Desde que o Supremo Tribunal Federal (STF) criminalizou a homotransfobia, em 2019, nenhum caso do tipo foi contabilizado pela Justiça até junho de 2022. A informação é do Conselho Nacional de Justiça (CNJ), que esclarece que o crime é enquadrando na lei do racismo, que tem pena de 2 a 5 anos de reclusão.
Segundo o CNJ, a não contabilização dos casos ocorreu porque não havia sido criado um assunto processual específico para a discriminação contra LGBTs.
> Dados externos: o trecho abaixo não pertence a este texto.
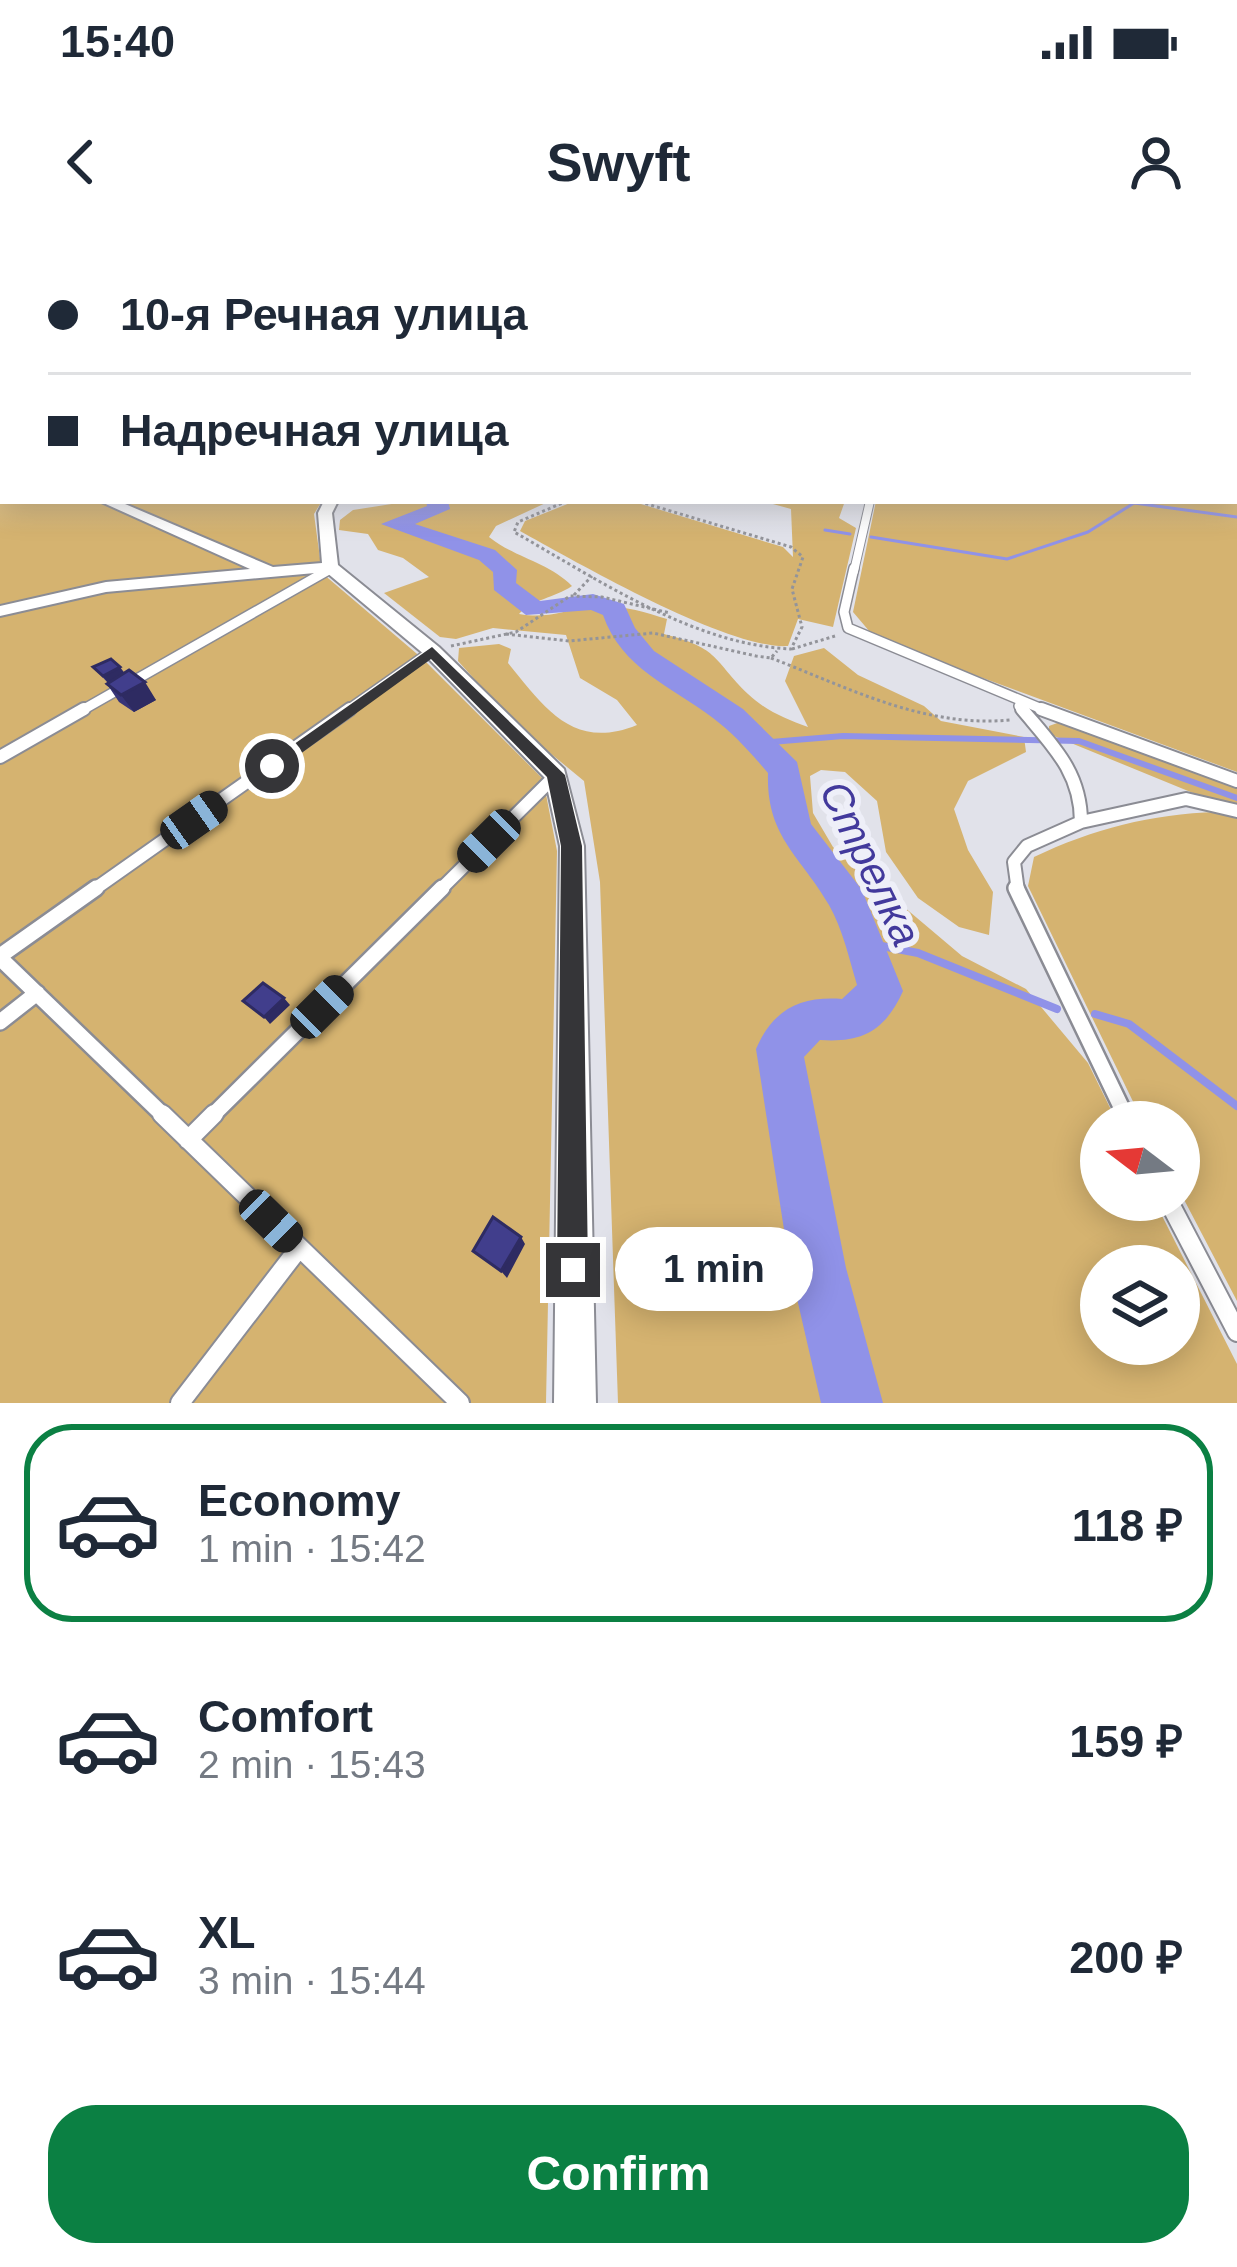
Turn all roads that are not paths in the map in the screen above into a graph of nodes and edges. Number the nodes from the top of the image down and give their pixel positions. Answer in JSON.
{"nodes":[{"id":1,"x":113,"y":504,"type":"edge"},
{"id":2,"x":329,"y":504,"type":"edge"},
{"id":3,"x":869,"y":504,"type":"edge"},
{"id":4,"x":331,"y":568,"type":"junction"},
{"id":5,"x":272,"y":573,"type":"junction"},
{"id":6,"x":6,"y":608,"type":"edge"},
{"id":7,"x":432,"y":651,"type":"junction"},
{"id":8,"x":1008,"y":697,"type":"junction"},
{"id":9,"x":0,"y":757,"type":"edge"},
{"id":10,"x":556,"y":775,"type":"junction"},
{"id":11,"x":1237,"y":781,"type":"edge"},
{"id":12,"x":1237,"y":811,"type":"edge"},
{"id":13,"x":1081,"y":822,"type":"junction"},
{"id":14,"x":0,"y":957,"type":"edge"},
{"id":15,"x":37,"y":993,"type":"junction"},
{"id":16,"x":0,"y":1022,"type":"edge"},
{"id":17,"x":1118,"y":1101,"type":"edge"},
{"id":18,"x":188,"y":1140,"type":"junction"},
{"id":19,"x":1179,"y":1221,"type":"edge"},
{"id":20,"x":299,"y":1248,"type":"junction"},
{"id":21,"x":1237,"y":1332,"type":"edge"},
{"id":22,"x":180,"y":1403,"type":"edge"},
{"id":23,"x":460,"y":1403,"type":"edge"},
{"id":24,"x":575,"y":1403,"type":"edge"}],
"edges":[{"from":1,"to":5,"type":"street"},
{"from":2,"to":4,"type":"street"},
{"from":3,"to":8,"type":"lane"},
{"from":4,"to":5,"type":"street"},
{"from":4,"to":7,"type":"street"},
{"from":4,"to":9,"type":"lane"},
{"from":5,"to":6,"type":"street"},
{"from":7,"to":10,"type":"street"},
{"from":7,"to":14,"type":"lane"},
{"from":8,"to":11,"type":"lane"},
{"from":8,"to":13,"type":"lane"},
{"from":10,"to":18,"type":"lane"},
{"from":10,"to":24,"type":"street"},
{"from":12,"to":13,"type":"lane"},
{"from":13,"to":17,"type":"lane"},
{"from":14,"to":15,"type":"lane"},
{"from":15,"to":16,"type":"lane"},
{"from":15,"to":18,"type":"lane"},
{"from":18,"to":20,"type":"lane"},
{"from":19,"to":21,"type":"lane"},
{"from":20,"to":22,"type":"lane"},
{"from":20,"to":23,"type":"lane"}]}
De acordo com o órgão, nos autos tudo era considerado apenas como “racismo”. O CNJ informou que a categoria foi criada há apenas dois anos, quando foi possível classificar o crime como intolerância ou injúria por identidade, expressão de gênero orientação sexual.
Contudo, de junho de 2022, até março deste ano, pouquíssimos casos foram registrados — apenas 60.
Devido a falta de dados, entidades tentam quantificar os casos consultando boletins de ocorrência, como fez o Fórum Brasileiro de Segurança Pública, que divulgou o total de casos de homofobia registrados como racismo desde 2020.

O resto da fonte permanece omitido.